L’expérience d’un scrutin étalé sur plusieurs jours, plus facile à contrôler pour le pouvoir et plus difficile à surveiller pour les observateurs, pourrait également servir d’inspiration pour les échéances électorales futures, comme l’annonce déjà le président de la commission parlementaire en charge de la législation et des institutions étatiques. Cela ferait encore plus du vote un outil de gouvernement détaché des préférences des électeurs.

À moyen terme, les dispositions fixées dans le nouveau texte constitutionnel, y compris celles relatives aux valeurs, pourraient donner lieu à des changements législatifs majeurs. Certains acteurs seraient désormais légitimes pour demander la mise en conformité de la législation avec la Constitution. On pourrait par exemple penser que l’Église orthodoxe russe sera tentée de se saisir de la mention de la foi en Dieu dans la Constitution pour demander des changements législatifs dans le domaine de l’éducation ou des politiques sociales.

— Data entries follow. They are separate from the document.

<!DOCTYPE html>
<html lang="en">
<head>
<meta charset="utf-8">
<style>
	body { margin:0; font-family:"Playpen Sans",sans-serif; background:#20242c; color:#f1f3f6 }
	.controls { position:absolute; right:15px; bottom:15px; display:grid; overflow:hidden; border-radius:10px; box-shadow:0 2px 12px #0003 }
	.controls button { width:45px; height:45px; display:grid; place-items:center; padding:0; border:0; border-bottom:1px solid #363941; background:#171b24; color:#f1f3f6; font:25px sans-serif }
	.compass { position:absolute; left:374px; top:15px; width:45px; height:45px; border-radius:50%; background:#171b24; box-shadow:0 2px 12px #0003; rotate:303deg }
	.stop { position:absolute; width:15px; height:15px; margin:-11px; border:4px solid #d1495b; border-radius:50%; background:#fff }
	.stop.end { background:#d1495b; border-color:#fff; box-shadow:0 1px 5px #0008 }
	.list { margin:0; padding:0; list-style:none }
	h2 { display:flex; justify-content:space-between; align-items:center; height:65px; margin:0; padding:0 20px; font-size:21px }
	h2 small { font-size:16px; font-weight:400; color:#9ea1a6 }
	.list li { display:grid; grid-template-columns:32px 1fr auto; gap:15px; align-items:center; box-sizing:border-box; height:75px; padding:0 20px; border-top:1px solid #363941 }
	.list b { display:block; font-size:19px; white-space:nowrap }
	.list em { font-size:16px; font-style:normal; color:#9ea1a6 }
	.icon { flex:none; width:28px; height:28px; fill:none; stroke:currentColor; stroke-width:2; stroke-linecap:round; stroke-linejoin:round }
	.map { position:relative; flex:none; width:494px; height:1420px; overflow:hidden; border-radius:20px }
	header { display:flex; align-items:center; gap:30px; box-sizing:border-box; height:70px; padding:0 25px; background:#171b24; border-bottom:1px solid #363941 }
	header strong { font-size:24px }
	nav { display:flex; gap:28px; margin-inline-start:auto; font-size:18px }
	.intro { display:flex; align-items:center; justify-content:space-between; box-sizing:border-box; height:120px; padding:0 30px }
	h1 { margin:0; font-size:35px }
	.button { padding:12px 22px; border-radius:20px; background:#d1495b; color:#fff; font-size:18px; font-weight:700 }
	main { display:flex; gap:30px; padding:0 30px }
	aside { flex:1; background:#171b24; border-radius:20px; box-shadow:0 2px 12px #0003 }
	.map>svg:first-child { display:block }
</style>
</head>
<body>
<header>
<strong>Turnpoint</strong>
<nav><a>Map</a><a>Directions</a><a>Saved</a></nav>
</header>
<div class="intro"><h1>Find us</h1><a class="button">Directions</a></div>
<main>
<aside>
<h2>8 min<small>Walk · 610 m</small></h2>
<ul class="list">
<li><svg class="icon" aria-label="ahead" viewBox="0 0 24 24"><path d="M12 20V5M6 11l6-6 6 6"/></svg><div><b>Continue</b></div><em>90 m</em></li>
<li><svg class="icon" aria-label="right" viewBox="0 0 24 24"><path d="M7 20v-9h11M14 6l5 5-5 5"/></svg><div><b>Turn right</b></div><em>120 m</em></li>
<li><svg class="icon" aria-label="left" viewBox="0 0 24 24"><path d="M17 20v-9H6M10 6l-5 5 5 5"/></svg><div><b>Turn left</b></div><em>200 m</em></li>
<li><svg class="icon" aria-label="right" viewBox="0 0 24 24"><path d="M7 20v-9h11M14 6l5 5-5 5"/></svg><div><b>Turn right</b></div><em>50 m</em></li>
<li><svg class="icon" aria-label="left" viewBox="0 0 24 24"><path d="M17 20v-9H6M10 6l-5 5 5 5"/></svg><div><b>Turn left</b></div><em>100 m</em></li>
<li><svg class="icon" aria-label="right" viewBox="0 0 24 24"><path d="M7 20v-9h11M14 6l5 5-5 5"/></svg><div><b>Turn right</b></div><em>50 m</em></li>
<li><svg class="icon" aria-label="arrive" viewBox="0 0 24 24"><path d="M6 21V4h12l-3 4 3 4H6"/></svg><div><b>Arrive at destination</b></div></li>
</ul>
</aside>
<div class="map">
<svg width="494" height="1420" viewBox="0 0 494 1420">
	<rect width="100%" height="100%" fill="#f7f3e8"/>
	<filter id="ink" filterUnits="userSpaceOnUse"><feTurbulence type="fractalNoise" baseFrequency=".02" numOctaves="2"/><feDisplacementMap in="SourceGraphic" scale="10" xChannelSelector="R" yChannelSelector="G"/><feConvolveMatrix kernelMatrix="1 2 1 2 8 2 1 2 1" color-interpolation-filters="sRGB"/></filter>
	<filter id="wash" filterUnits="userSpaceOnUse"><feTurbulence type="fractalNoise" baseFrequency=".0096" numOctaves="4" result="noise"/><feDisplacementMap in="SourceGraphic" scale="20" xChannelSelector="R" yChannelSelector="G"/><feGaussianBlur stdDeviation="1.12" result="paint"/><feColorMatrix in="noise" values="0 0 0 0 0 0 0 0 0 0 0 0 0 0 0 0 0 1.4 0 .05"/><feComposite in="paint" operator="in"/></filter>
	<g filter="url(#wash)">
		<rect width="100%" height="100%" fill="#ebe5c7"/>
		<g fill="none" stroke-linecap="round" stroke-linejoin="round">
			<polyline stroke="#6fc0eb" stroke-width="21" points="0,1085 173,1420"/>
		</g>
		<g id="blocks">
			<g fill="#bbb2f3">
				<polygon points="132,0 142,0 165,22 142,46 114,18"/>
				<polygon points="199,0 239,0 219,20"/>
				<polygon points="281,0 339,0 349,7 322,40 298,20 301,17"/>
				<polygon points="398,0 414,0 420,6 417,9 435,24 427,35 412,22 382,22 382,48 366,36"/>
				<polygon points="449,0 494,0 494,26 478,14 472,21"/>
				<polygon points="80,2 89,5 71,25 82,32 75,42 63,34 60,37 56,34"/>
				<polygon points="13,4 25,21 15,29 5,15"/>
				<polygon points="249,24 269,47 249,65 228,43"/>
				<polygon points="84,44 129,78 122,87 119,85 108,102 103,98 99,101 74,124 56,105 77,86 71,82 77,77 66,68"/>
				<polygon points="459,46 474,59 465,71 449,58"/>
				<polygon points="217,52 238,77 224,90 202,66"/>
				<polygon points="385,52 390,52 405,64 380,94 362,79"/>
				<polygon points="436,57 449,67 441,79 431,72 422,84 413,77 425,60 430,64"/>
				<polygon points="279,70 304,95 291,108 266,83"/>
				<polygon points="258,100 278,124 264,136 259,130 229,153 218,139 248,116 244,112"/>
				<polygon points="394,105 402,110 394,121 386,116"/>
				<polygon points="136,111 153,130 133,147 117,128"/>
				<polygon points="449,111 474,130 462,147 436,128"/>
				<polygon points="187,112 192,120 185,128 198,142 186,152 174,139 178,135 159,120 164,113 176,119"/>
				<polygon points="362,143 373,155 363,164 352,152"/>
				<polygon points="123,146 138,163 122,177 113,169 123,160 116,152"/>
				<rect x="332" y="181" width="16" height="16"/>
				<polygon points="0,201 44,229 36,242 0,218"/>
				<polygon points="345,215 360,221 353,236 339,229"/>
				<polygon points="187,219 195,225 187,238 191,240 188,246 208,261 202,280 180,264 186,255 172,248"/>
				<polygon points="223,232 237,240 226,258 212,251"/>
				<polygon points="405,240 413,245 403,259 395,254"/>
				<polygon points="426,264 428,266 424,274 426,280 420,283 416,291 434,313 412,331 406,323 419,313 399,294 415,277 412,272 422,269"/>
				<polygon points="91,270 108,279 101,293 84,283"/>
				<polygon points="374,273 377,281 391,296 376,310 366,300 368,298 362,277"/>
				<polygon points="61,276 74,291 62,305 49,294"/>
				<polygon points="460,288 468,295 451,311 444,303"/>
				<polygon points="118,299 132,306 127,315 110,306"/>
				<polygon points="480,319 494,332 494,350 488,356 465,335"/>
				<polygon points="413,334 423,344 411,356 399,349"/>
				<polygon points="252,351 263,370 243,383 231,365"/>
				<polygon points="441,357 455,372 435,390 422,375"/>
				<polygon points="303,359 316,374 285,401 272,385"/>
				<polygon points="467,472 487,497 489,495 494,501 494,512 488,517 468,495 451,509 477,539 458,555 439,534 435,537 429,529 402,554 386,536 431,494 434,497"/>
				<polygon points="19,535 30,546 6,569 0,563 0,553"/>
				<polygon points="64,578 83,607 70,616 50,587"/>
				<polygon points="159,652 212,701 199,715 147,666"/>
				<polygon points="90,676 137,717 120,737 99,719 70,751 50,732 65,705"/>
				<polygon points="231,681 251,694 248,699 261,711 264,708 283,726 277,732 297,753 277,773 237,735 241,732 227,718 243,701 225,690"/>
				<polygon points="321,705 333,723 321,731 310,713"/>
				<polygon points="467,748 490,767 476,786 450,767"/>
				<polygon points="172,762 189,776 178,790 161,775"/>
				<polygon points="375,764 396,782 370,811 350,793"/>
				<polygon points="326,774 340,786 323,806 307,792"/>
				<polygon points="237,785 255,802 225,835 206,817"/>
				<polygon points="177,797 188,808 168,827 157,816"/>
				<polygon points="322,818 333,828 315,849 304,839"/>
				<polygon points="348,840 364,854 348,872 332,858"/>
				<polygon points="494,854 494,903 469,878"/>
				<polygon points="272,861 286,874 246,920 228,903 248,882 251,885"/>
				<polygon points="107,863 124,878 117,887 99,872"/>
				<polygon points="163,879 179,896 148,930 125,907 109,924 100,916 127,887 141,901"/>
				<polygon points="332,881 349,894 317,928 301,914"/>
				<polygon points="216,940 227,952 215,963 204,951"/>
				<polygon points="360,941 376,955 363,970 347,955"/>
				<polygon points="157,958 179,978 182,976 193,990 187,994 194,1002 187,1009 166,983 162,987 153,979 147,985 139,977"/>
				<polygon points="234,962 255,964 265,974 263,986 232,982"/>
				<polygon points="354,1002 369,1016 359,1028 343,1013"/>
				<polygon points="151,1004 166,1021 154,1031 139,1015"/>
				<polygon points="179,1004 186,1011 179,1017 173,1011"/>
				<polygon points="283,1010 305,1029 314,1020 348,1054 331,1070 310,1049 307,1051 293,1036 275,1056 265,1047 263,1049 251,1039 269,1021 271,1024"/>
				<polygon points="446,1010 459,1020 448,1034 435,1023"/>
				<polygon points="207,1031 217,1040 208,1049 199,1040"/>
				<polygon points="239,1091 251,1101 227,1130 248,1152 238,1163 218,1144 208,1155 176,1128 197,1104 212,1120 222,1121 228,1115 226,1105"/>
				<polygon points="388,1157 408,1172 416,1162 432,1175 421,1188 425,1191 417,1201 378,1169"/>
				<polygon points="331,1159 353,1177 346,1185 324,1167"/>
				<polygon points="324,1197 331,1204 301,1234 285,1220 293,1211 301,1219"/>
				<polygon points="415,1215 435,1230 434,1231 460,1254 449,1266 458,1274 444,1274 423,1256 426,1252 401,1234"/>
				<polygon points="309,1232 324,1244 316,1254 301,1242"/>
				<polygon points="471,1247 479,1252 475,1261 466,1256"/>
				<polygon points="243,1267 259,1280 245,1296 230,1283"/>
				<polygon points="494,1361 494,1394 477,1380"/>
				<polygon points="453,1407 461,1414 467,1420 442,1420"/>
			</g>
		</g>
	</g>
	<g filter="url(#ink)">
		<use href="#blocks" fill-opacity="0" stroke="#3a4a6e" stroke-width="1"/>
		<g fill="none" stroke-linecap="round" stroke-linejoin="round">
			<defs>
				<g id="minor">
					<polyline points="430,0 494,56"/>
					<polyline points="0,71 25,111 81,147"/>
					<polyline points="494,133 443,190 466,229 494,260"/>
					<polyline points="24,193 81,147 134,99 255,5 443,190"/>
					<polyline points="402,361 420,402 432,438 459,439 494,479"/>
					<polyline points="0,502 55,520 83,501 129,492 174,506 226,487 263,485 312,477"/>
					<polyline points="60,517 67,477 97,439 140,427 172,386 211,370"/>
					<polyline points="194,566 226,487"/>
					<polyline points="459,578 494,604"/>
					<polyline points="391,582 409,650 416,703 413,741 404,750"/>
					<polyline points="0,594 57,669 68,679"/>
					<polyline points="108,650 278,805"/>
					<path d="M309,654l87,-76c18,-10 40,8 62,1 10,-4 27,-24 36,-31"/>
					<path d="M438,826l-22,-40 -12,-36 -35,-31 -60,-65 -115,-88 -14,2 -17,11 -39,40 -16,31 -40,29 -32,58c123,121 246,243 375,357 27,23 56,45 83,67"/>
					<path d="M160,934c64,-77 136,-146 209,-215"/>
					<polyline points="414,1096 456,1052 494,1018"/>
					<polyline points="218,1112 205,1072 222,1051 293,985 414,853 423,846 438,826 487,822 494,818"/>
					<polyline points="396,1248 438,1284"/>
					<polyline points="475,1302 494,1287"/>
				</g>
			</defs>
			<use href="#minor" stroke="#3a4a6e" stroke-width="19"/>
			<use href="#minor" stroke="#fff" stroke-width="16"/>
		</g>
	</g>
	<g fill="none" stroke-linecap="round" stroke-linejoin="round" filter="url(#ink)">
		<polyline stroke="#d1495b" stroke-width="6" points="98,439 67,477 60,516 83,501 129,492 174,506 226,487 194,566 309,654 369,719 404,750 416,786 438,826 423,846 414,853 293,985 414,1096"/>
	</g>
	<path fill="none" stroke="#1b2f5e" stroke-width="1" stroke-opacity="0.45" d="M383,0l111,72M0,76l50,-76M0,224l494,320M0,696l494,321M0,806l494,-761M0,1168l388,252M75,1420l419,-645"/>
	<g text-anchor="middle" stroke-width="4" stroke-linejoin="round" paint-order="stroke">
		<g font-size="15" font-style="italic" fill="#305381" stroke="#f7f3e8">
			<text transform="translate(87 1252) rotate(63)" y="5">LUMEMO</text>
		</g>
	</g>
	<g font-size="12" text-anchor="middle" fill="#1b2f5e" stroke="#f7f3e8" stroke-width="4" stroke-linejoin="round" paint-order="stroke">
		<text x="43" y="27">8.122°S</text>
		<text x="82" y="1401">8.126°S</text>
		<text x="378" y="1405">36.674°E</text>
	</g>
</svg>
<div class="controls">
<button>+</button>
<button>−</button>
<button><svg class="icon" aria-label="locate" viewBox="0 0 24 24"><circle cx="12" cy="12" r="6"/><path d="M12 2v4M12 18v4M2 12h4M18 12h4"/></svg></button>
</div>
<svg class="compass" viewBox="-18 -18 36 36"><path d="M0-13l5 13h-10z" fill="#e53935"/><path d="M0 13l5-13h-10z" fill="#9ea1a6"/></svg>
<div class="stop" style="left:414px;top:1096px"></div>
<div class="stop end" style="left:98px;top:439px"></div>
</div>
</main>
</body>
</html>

Enfin, la réforme constitutionnelle modifie le contexte de la prochaine fin de mandat du président Poutine. La possibilité institutionnelle offerte au nouveau président de concourir pour un nouveau mandat rebat certaines cartes et modifie les stratégies des acteurs politiques.

Cependant, il est important de ne pas limiter l’analyse du scrutin à la seule remise à zéro des compteurs de mandats présidentiels, car contrairement aux apparences, le jeu politique russe n’est pas le jeu d’un seul acteur.